BILL NUMBER: AB 1080 INTRODUCED
BILL TEXT
INTRODUCED BY Assembly Member Charles Calderon
FEBRUARY 18, 2011
An act to add Section 1798.825 to the Civil Code, relating to
Internet transactions.
LEGISLATIVE COUNSEL'S DIGEST
AB 1080, as introduced, Charles Calderon. Internet transactions:
verification: banking and financial services.
Existing law sets forth comprehensive provisions governing funds
transfers, as defined, including provisions related to the issuance
and acceptance of payment orders, requirements for verification, the
effect of errors, the effect of acceptance of a payment order, and
related provisions.
This bill would require a business that provides banking or other
financial services, as specified, over the Internet to implement and
maintain reasonable policies and procedures for authenticating and
verifying the legitimacy of a consumer transaction over the Internet,
as specified. The bill would authorize the imposition of a civil
penalty, as specified, and a civil action for a violation of this
provision, as specified.
Vote: majority. Appropriation: no. Fiscal committee: no.
State-mandated local program: no.
THE PEOPLE OF THE STATE OF CALIFORNIA DO ENACT AS FOLLOWS:
SECTION 1. Section 1798.825 is added to the Civil Code, to read:
1798.825. (a) A business that provides banking or other financial
services that allows access to or movement of funds under the
ownership or control of a person or business over the Internet shall
implement and maintain reasonable policies and procedures for
authenticating and verifying the legitimacy of a consumer transaction
made over the Internet.
(b) The business providing banking or other financial services
that allows access to or movement of funds under the ownership or
control of a person or business over the Internet shall utilize an
out-of-band, two-factor authentication solution to ensure strong
authentication and identity management of users performing
transactions and accessing financial account information over the
Internet.
(c) A civil penalty in the amount of three thousand dollars
($3,000) may be imposed on a business that fails to conduct an
Internet transaction with a consumer in compliance with the policies
and procedures required pursuant to subdivisions (a) and (b).
(d) Any consumer injured by a fraudulent transaction in violation
of the requirement specified in subdivisions (a) and (b) may
institute a civil action to recover damages.
(e) The rights and remedies under this section are cumulative with
each other and with any other rights and remedies under law.

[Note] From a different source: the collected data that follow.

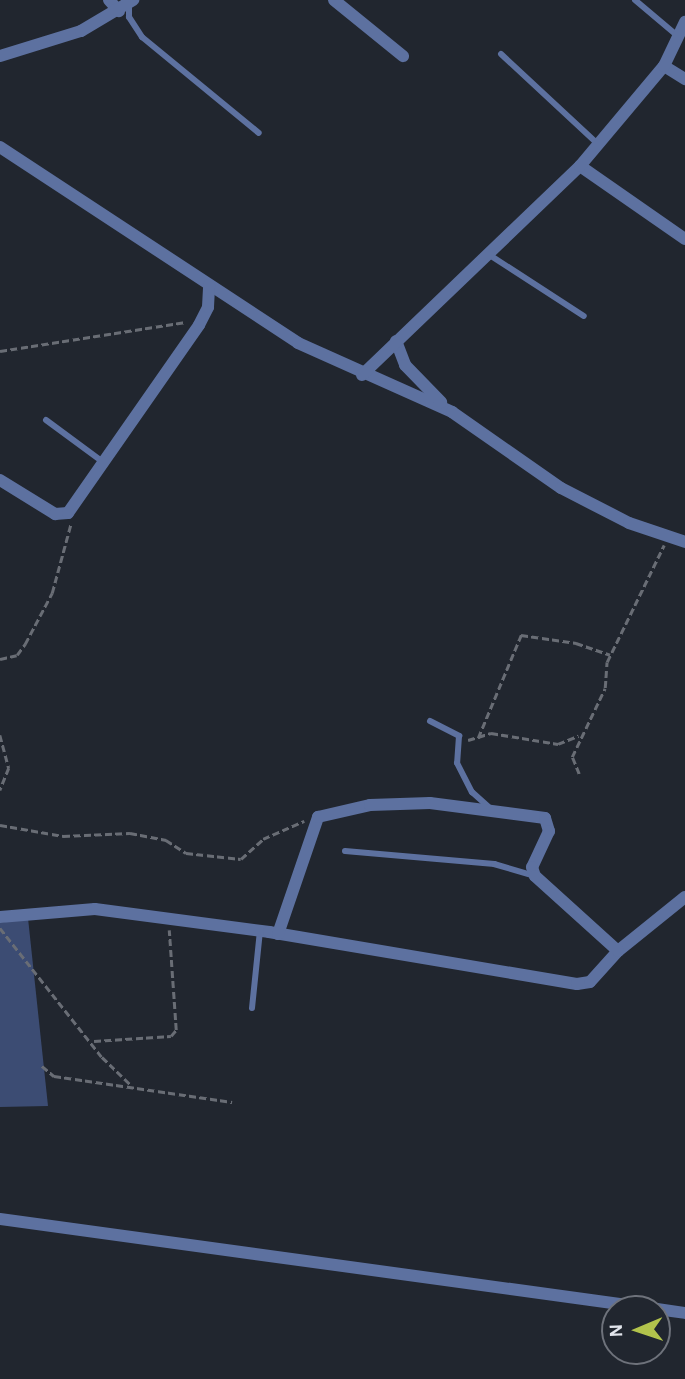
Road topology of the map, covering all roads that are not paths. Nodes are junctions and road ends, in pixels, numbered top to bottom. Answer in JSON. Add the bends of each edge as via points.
{"nodes":[{"id":1,"x":109,"y":0,"type":"edge"},
{"id":2,"x":334,"y":0,"type":"edge"},
{"id":3,"x":635,"y":0,"type":"edge"},
{"id":4,"x":127,"y":5,"type":"edge"},
{"id":5,"x":685,"y":22,"type":"edge"},
{"id":6,"x":680,"y":37,"type":"junction"},
{"id":7,"x":501,"y":54,"type":"dead end"},
{"id":8,"x":0,"y":56,"type":"edge"},
{"id":9,"x":403,"y":56,"type":"dead end"},
{"id":10,"x":664,"y":66,"type":"junction"},
{"id":11,"x":685,"y":79,"type":"edge"},
{"id":12,"x":259,"y":133,"type":"dead end"},
{"id":13,"x":598,"y":144,"type":"junction"},
{"id":14,"x":0,"y":146,"type":"edge"},
{"id":15,"x":580,"y":166,"type":"junction"},
{"id":16,"x":685,"y":239,"type":"edge"},
{"id":17,"x":487,"y":253,"type":"junction"},
{"id":18,"x":209,"y":285,"type":"junction"},
{"id":19,"x":584,"y":316,"type":"dead end"},
{"id":20,"x":396,"y":341,"type":"junction"},
{"id":21,"x":362,"y":375,"type":"junction"},
{"id":22,"x":452,"y":412,"type":"junction"},
{"id":23,"x":46,"y":420,"type":"dead end"},
{"id":24,"x":103,"y":462,"type":"junction"},
{"id":25,"x":0,"y":480,"type":"edge"},
{"id":26,"x":685,"y":542,"type":"edge"},
{"id":27,"x":430,"y":721,"type":"dead end"},
{"id":28,"x":491,"y":809,"type":"junction"},
{"id":29,"x":345,"y":851,"type":"dead end"},
{"id":30,"x":534,"y":876,"type":"junction"},
{"id":31,"x":685,"y":897,"type":"edge"},
{"id":32,"x":0,"y":917,"type":"edge"},
{"id":33,"x":260,"y":931,"type":"junction"},
{"id":34,"x":278,"y":934,"type":"junction"},
{"id":35,"x":618,"y":951,"type":"junction"},
{"id":36,"x":252,"y":1009,"type":"dead end"},
{"id":37,"x":0,"y":1219,"type":"edge"},
{"id":38,"x":601,"y":1301,"type":"edge"}],
"edges":[{"from":1,"to":4,"type":"street"},
{"from":2,"to":9,"type":"street"},
{"from":3,"to":6,"type":"lane"},
{"from":4,"to":8,"type":"street","via":[[81,30]]},
{"from":4,"to":12,"type":"lane","via":[[142,37]]},
{"from":5,"to":6,"type":"street"},
{"from":6,"to":10,"type":"street"},
{"from":7,"to":13,"type":"lane"},
{"from":10,"to":11,"type":"street"},
{"from":10,"to":13,"type":"street"},
{"from":13,"to":15,"type":"street"},
{"from":14,"to":18,"type":"street"},
{"from":15,"to":16,"type":"street"},
{"from":15,"to":17,"type":"street"},
{"from":17,"to":19,"type":"lane"},
{"from":17,"to":20,"type":"street"},
{"from":18,"to":21,"type":"street","via":[[298,344]]},
{"from":18,"to":24,"type":"street","via":[[208,307],[199,325]]},
{"from":20,"to":21,"type":"street"},
{"from":20,"to":22,"type":"street","via":[[405,365]]},
{"from":21,"to":22,"type":"street"},
{"from":22,"to":26,"type":"street","via":[[561,488]]},
{"from":23,"to":24,"type":"lane"},
{"from":24,"to":25,"type":"street","via":[[68,513],[55,514]]},
{"from":27,"to":28,"type":"lane","via":[[461,742],[457,763],[472,792]]},
{"from":28,"to":30,"type":"street","via":[[538,816],[549,824],[532,867]]},
{"from":28,"to":34,"type":"street","via":[[430,803],[370,805],[318,817]]},
{"from":29,"to":30,"type":"lane","via":[[494,864]]},
{"from":30,"to":35,"type":"street"},
{"from":31,"to":35,"type":"street"},
{"from":32,"to":33,"type":"street","via":[[95,909]]},
{"from":33,"to":34,"type":"street"},
{"from":33,"to":36,"type":"lane"},
{"from":34,"to":35,"type":"street","via":[[562,984],[590,982]]},
{"from":37,"to":38,"type":"street"}]}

(f) Any entity regulated by the Department of Insurance is exempt
from the requirements of this section. However, this exemption does
not apply to any entity that is regulated by both the Department of
Insurance and the Department of Financial Institutions.
(g) For purposes of this section:
(1) "Accessing financial account information" shall mean any
change to the information associated with an account that risks
exposing the consumer to monetary loss.
(2) "Consumer" shall mean any person or entity that is a customer
of a business providing banking or other financial services.
(3) "Out-of-band, two-factor authentication" shall mean that the
manner of confirming the details of an online financial services
transaction and the identity of its initiator shall employ a
communications channel other than the Internet.
(4) "Payment order" shall mean either an actual, specific
instruction to pay a specific amount to a specific payee, or the
enrollment of that payee as an entity that is eligible for valid
payments at some future time. If the latter is authenticated by
multiple separate means as provided in this section, then subsequent
payments to that entity are not included in this definition and are
not subject to this section.
(5) "Strong authentication" shall mean the confirmation via a
communication channel other than the Internet of both the identity of
the initiator of a transaction and that the details of that
transaction are those intended by its initiator.